:: Task details ::
Go through the entries below and copy each line containing the word "YONEX".

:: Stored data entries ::
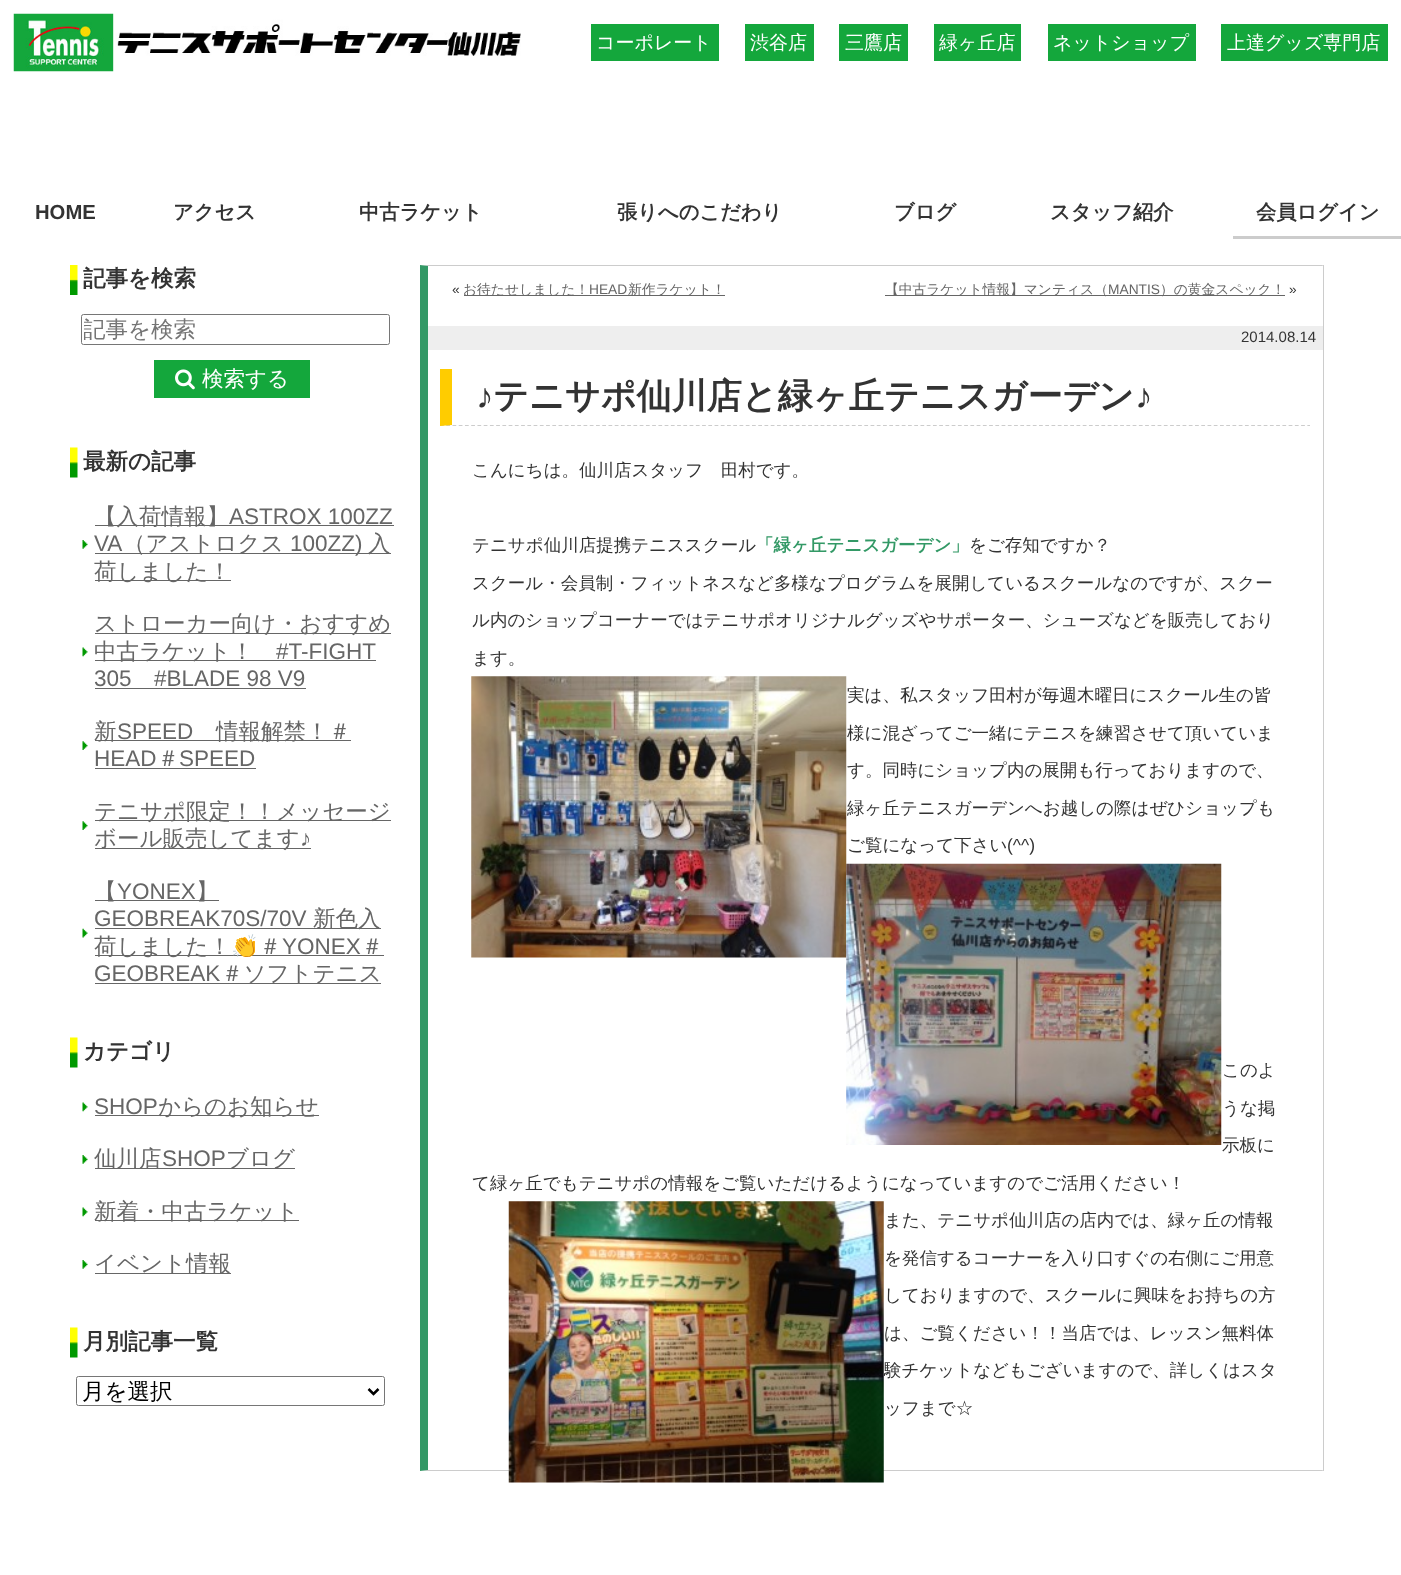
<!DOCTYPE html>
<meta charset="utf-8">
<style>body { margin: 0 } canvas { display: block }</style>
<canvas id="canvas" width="1401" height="1575"></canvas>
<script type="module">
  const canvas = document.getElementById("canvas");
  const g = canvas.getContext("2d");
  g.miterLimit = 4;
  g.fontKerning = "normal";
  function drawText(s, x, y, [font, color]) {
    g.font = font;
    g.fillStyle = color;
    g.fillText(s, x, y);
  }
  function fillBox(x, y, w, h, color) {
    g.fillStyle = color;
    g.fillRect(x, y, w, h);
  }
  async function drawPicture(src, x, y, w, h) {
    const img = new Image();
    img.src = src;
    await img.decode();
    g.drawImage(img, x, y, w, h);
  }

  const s1 = ["500 19px WenQuanYi Zen Hei", "#FFFFFF"];
  const s2 = ["bold 20.25px Liberation Sans", "#333333"];
  const s3 = ["bold 20.25px WenQuanYi Zen Hei", "#333333"];
  const s4 = ["bold 22.5px WenQuanYi Zen Hei", "#333333"];
  const s5 = ["500 22.5px WenQuanYi Zen Hei", "#757575"];
  const s6 = ["500 21.5px WenQuanYi Zen Hei", "#FFFFFF"];
  const s7 = ["500 22.5px WenQuanYi Zen Hei", "#666666"];
  const s8 = ["22.5px Liberation Sans", "#666666"];
  const s9 = ["22.5px Noto Color Emoji", "#666666"];
  const s10 = ["500 22.5px WenQuanYi Zen Hei", "#000000"];
  const s11 = ["13.75px Liberation Sans", "#333333"];
  const s12 = ["500 13.75px WenQuanYi Zen Hei", "#666666"];
  const s13 = ["13.75px Liberation Sans", "#666666"];
  const s14 = ["15px Liberation Sans", "#333333"];
  const s15 = ["bold 35.1px Liberation Sans", "#333333"];
  const s16 = ["bold 35.1px WenQuanYi Zen Hei", "#333333"];
  const s17 = ["500 17.5px WenQuanYi Zen Hei", "#333333"];
  const s18 = ["bold 17.5px WenQuanYi Zen Hei", "#339966"];
  const s19 = ["17.5px Liberation Sans", "#333333"];

  fillBox(0, 0, 1401, 1575, "#FFFFFF");
  await drawPicture("pic1.png", 13, 13, 508, 59);
  fillBox(591, 24, 128, 37, "#14A73C");
  drawText("コーポレート", 596, 49, s1);
  fillBox(745, 24, 69, 37, "#14A73C");
  drawText("渋谷店", 750, 49, s1);
  fillBox(839, 24, 69, 37, "#14A73C");
  drawText("三鷹店", 845, 49, s1);
  fillBox(934, 24, 87, 37, "#14A73C");
  drawText("緑ヶ丘店", 939, 49, s1);
  fillBox(1048, 24, 148, 37, "#14A73C");
  drawText("ネットショップ", 1053, 49, s1);
  fillBox(1221, 24, 167, 37, "#14A73C");
  drawText("上達グッズ専門店", 1227, 49, s1);
  drawText("HOME", 35, 219, s2);
  drawText("アクセス", 173, 219, s3);
  drawText("中古ラケット", 359, 219, s3);
  drawText("張りへのこだわり", 617, 219, s3);
  drawText("ブログ", 894, 219, s3);
  drawText("スタッフ紹介", 1050, 219, s3);
  fillBox(1233, 236, 168, 3, "#CCCCCC");
  drawText("会員ログイン", 1256, 219, s3);
  await drawPicture("pic2.png", 70, 265, 8, 30);
  drawText("記事を検索", 83, 286, s4);
  g.beginPath();
  g.roundRect(81.5, 314.5, 308, 30, 2);
  g.strokeStyle = "#767676";
  g.stroke();
  g.save();
  g.beginPath();
  g.rect(84, 316, 304, 27);
  g.clip();
  drawText("記事を検索", 83, 337, s5);
  g.restore();
  fillBox(154, 360, 156, 38, "#14A73C");
  await drawPicture("pic3.png", 175, 369, 20, 21);
  drawText("検索する", 202, 386, s6);
  await drawPicture("pic4.png", 70, 447, 8, 31);
  drawText("最新の記事", 83, 469, s4);
  await drawPicture("pic5.png", 82, 540, 6, 9);
  fillBox(95, 525, 299, 1, "#666666");
  drawText("【入荷情報】", 94, 524, s7);
  drawText("ASTROX 100ZZ", 229, 524, s8);
  drawText("VA", 94, 551, s8);
  fillBox(95, 553, 296, 1, "#666666");
  drawText("（アストロクス", 123, 551, s7);
  drawText("100ZZ)", 290, 551, s8);
  drawText("入", 368, 551, s7);
  fillBox(95, 580, 136, 1, "#666666");
  drawText("荷しました！", 94, 579, s7);
  await drawPicture("pic6.png", 82, 647, 6, 10);
  fillBox(95, 633, 296, 1, "#666666");
  drawText("ストローカー向け・おすすめ", 94, 631, s7);
  fillBox(95, 660, 281, 1, "#666666");
  drawText("中古ラケット！", 94, 659, s7);
  drawText("#T-FIGHT", 276, 659, s8);
  drawText("305", 94, 686, s8);
  fillBox(95, 688, 211, 1, "#666666");
  drawText("#BLADE 98 V9", 154, 686, s8);
  await drawPicture("pic7.png", 82, 741, 6, 9);
  fillBox(95, 740, 256, 1, "#666666");
  drawText("新", 94, 739, s7);
  drawText("SPEED", 117, 739, s8);
  drawText("情報解禁！＃", 216, 739, s7);
  drawText("HEAD", 94, 766, s8);
  drawText("＃", 157, 766, s7);
  drawText("SPEED", 179, 766, s8);
  fillBox(95, 768, 161, 1, "#666666");
  await drawPicture("pic7.png", 82, 821, 6, 9);
  fillBox(95, 820, 296, 1, "#666666");
  drawText("テニサポ限定！！メッセージ", 94, 819, s7);
  fillBox(95, 848, 216, 1, "#666666");
  drawText("ボール販売してます", 94, 846, s7);
  drawText("♪", 300, 846, s8);
  await drawPicture("pic8.png", 82, 928, 6, 10);
  fillBox(95, 900, 124, 1, "#666666");
  drawText("【", 94, 899, s7);
  drawText("YONEX", 117, 899, s8);
  drawText("】", 196, 899, s7);
  drawText("GEOBREAK70S/70V", 94, 926, s8);
  fillBox(95, 928, 286, 1, "#666666");
  drawText("新色入", 313, 926, s7);
  fillBox(95, 955, 289, 1, "#666666");
  drawText("荷しました！", 94, 954, s7);
  drawText("👏", 231, 954, s9);
  drawText("＃", 259, 954, s7);
  drawText("YONEX", 282, 954, s8);
  drawText("＃", 361, 954, s7);
  drawText("GEOBREAK", 94, 981, s8);
  fillBox(95, 983, 286, 1, "#666666");
  drawText("＃ソフトテニス", 221, 981, s7);
  await drawPicture("pic4.png", 70, 1037, 8, 31);
  drawText("カテゴリ", 83, 1059, s4);
  await drawPicture("pic6.png", 82, 1102, 6, 10);
  drawText("SHOP", 94, 1114, s8);
  fillBox(95, 1115, 224, 1, "#666666");
  drawText("からのお知らせ", 158, 1114, s7);
  await drawPicture("pic5.png", 82, 1155, 6, 9);
  fillBox(95, 1168, 200, 1, "#666666");
  drawText("仙川店", 94, 1166, s7);
  drawText("SHOP", 162, 1166, s8);
  drawText("ブログ", 226, 1166, s7);
  await drawPicture("pic6.png", 82, 1207, 6, 10);
  fillBox(95, 1220, 204, 1, "#666666");
  drawText("新着・中古ラケット", 94, 1219, s7);
  await drawPicture("pic5.png", 82, 1260, 6, 9);
  fillBox(95, 1273, 136, 1, "#666666");
  drawText("イベント情報", 94, 1271, s7);
  await drawPicture("pic4.png", 70, 1327, 8, 31);
  drawText("月別記事一覧", 83, 1349, s4);
  g.beginPath();
  g.roundRect(76.5, 1376.5, 308, 29, 2);
  g.stroke();
  g.beginPath();
  g.moveTo(368.5, 1389);
  g.lineTo(373.5, 1394);
  g.lineTo(378.5, 1389);
  g.strokeStyle = "#000000";
  g.lineWidth = 2.5;
  g.stroke();
  drawText("月を選択", 82, 1399, s10);
  g.fillStyle = "#CCCCCC";
  g.beginPath();
  g.moveTo(420, 265);
  g.lineTo(1324, 265);
  g.lineTo(1322, 266);
  g.lineTo(428, 266);
  g.closePath();
  g.fill();
  fillBox(1323, 265, 1, 1206, "#CCCCCC");
  g.beginPath();
  g.moveTo(1324, 1471);
  g.lineTo(420, 1471);
  g.lineTo(428, 1470);
  g.lineTo(1322, 1470);
  g.closePath();
  g.fill();
  g.fillStyle = "#339966";
  g.beginPath();
  g.moveTo(420, 1471);
  g.lineTo(420, 265);
  g.lineTo(428, 266);
  g.lineTo(428, 1470);
  g.closePath();
  g.fill();
  drawText("«", 452, 294, s11);
  fillBox(464, 295, 261, 1, "#666666");
  drawText("お待たせしました！", 463, 294, s12);
  drawText("HEAD", 589, 294, s13);
  drawText("新作ラケット！", 628, 294, s12);
  fillBox(885, 295, 400, 1, "#666666");
  drawText("【中古ラケット情報】マンティス（", 885, 294, s12);
  drawText("MANTIS", 1108, 294, s13);
  drawText("）の黄金スペック！", 1160, 294, s12);
  drawText("»", 1289, 294, s11);
  fillBox(428, 326, 895, 24, "#EEEEEE");
  drawText("2014.08.14", 1241, 342, s14);
  g.beginPath();
  g.moveTo(440, 425.5);
  g.lineTo(1310, 425.5);
  g.strokeStyle = "#CCCCCC";
  g.lineWidth = 1.2;
  g.setLineDash([3.75, 2.49]);
  g.stroke();
  g.fillStyle = "#FFCC00";
  g.beginPath();
  g.moveTo(440, 426);
  g.lineTo(440, 369);
  g.lineTo(452, 369);
  g.lineTo(452, 425);
  g.closePath();
  g.fill();
  drawText("♪", 476, 408, s15);
  drawText("テニサポ仙川店と緑ヶ丘テニスガーデン", 493, 408, s16);
  drawText("♪", 1135, 408, s15);
  drawText("こんにちは。仙川店スタッフ　田村です。", 472, 476, s17);
  drawText("テニサポ仙川店提携テニススクール", 472, 551, s17);
  drawText("「緑ヶ丘テニスガーデン」", 756, 551, s18);
  drawText("をご存知ですか？", 969, 551, s17);
  drawText("スクール・会員制・フィットネスなど多様なプログラムを展開しているスクールなのですが、スクー", 472, 589, s17);
  drawText("ル内のショップコーナーではテニサポオリジナルグッズやサポーター、シューズなどを販売しており", 472, 626, s17);
  drawText("ます。", 472, 664, s17);
  await drawPicture("pic9.png", 471, 676, 376, 282);
  drawText("実は、私スタッフ田村が毎週木曜日にスクール生の皆", 847, 701, s17);
  drawText("様に混ざってご一緒にテニスを練習させて頂いていま", 847, 739, s17);
  drawText("す。同時にショップ内の展開も行っておりますので、", 847, 776, s17);
  drawText("緑ヶ丘テニスガーデンへお越しの際はぜひショップも", 847, 814, s17);
  drawText("ご覧になって下さい", 847, 851, s17);
  drawText("(^^)", 1007, 851, s19);
  await drawPicture("pic10.png", 846, 863, 376, 282);
  drawText("このよ", 1222, 1076, s17);
  drawText("うな掲", 1222, 1114, s17);
  drawText("示板に", 1222, 1151, s17);
  drawText("て緑ヶ丘でもテニサポの情報をご覧いただけるようになっていますのでご活用ください！", 472, 1189, s17);
  await drawPicture("pic11.png", 508, 1201, 376, 282);
  drawText("また、テニサポ仙川店の店内では、緑ヶ丘の情報", 884, 1226, s17);
  drawText("を発信するコーナーを入り口すぐの右側にご用意", 884, 1264, s17);
  drawText("しておりますので、スクールに興味をお持ちの方", 884, 1301, s17);
  drawText("は、ご覧ください！！当店では、レッスン無料体", 884, 1339, s17);
  drawText("験チケットなどもございますので、詳しくはスタ", 884, 1376, s17);
  drawText("ッフまで☆", 884, 1414, s17);
</script>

:: Answer box ::
  drawText("YONEX", 117, 899, s8);
  drawText("YONEX", 282, 954, s8);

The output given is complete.